Opened 4 years ago

Last modified 4 years ago

#16159 new bug

PANIC: Invalid concurrent access to page... (start), ... accessed by: -134217729 [bt: file_cache]

Reported by: ttcoder Owned by: nobody
Priority: normal Milestone: Unscheduled
Component: System/Kernel Version: R1/Development
Keywords: Cc:
Blocked By: Blocking:
Platform: All

Description

One of our beta-testing stations has been getting a string of KDLs when running a backup script (script based on /bin/cp, copying mp3s from one BFS partition to another), here's the latest KDL.

Contrarily to most other tickets like this one, the backtrace mentions file_cache_read

Backtrace, context, similar tickets list, coming up

Attachments (2)

mutex-lock_uninitialized_same-hrev.jpg (338.8 KB ) - added by ttcoder 4 years ago.
different KDL, same hrev
panic-freeing-unknown-block.jpeg (101.1 KB ) - added by ttcoder 4 years ago.
"panic freeing unknown block.. from area.." (backtrace mentions _kern_read_port(), block_free()..)

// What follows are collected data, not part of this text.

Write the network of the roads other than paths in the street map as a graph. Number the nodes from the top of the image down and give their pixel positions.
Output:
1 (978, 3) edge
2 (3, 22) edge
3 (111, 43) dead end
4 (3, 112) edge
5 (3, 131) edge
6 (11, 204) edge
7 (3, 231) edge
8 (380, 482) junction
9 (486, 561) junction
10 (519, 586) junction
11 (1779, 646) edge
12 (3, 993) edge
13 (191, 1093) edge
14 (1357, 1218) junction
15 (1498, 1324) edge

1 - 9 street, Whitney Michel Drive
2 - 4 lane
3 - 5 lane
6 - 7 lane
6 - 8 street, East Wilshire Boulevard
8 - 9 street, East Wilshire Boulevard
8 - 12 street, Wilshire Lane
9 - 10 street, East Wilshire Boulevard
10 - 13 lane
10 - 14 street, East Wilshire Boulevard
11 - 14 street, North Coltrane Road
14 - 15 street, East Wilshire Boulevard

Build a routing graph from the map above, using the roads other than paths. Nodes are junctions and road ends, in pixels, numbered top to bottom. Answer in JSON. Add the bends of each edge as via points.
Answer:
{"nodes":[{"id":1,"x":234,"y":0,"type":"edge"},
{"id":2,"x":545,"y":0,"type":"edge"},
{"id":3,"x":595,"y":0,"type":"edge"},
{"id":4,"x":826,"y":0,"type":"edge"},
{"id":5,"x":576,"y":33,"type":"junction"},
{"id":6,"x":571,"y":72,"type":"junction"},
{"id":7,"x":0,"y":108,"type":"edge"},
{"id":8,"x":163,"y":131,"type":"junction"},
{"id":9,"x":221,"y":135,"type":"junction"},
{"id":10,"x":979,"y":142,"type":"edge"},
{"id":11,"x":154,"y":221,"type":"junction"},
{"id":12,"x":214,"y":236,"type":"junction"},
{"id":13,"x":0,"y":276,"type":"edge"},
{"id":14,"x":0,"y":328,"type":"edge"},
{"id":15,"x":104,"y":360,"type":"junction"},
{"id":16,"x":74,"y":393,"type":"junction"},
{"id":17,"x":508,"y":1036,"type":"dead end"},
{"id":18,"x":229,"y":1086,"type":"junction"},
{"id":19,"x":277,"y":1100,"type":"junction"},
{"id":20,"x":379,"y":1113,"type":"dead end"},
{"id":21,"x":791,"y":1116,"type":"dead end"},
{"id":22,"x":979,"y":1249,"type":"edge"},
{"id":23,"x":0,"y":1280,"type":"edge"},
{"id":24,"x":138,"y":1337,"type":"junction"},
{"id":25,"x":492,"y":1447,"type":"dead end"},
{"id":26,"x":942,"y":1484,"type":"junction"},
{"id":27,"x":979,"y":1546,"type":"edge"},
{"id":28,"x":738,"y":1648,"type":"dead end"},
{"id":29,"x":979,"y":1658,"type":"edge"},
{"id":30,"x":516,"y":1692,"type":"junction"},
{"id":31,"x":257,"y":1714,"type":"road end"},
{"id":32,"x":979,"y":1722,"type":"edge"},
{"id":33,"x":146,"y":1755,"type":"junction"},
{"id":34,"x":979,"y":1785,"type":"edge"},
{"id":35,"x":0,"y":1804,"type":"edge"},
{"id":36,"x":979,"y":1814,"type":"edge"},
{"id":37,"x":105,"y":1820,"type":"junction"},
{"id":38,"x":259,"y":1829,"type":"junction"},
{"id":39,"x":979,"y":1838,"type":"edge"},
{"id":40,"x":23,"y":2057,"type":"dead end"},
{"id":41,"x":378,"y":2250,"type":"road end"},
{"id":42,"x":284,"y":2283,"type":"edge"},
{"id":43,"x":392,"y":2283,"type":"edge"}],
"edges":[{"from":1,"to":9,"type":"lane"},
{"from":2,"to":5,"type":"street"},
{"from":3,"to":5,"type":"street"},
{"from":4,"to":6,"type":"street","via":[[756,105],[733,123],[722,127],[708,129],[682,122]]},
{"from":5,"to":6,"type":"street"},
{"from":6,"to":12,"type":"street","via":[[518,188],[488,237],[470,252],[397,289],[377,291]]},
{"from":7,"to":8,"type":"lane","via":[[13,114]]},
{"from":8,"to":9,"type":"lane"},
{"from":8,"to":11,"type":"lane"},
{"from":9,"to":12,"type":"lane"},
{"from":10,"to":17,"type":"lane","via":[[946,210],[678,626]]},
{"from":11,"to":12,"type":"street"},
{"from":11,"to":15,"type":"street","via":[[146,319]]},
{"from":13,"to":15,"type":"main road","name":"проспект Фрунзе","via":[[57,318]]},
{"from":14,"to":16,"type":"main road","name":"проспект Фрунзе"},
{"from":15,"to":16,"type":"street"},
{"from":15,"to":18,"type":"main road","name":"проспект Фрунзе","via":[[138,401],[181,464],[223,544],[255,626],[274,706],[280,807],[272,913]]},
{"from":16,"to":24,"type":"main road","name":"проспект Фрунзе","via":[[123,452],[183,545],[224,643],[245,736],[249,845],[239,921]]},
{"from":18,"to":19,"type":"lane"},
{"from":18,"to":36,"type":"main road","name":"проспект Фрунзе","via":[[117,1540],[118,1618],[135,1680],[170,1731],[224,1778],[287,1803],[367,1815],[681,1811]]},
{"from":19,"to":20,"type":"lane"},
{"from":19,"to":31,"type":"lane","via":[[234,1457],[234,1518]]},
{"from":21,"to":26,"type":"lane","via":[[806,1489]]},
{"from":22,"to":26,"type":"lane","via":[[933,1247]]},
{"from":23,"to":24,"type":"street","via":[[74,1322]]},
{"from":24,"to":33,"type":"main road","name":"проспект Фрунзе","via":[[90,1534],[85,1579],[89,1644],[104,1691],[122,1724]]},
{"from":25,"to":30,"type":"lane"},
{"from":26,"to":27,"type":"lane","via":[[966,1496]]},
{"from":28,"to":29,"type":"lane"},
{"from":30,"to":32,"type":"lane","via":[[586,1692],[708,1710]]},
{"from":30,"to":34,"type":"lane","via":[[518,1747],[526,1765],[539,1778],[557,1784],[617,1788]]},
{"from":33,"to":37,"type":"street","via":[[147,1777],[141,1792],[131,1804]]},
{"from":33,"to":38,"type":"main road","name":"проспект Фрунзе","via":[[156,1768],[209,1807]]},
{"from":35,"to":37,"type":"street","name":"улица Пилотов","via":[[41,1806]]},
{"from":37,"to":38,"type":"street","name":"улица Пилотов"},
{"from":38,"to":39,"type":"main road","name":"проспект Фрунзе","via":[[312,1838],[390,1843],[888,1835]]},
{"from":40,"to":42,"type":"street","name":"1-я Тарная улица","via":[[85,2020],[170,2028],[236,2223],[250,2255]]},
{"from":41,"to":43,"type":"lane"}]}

Download all attachments as: .zip

Change History (13)

comment:1 by ttcoder, 4 years ago

The KDL got saved in "previous_syslog".. First time I ever see that happen. The bt mentions file_cache_read and free_cached_page. The negative thread number (aka 0xf7ffffff: in hex?) looks incorrect, like in similar tickets of this type.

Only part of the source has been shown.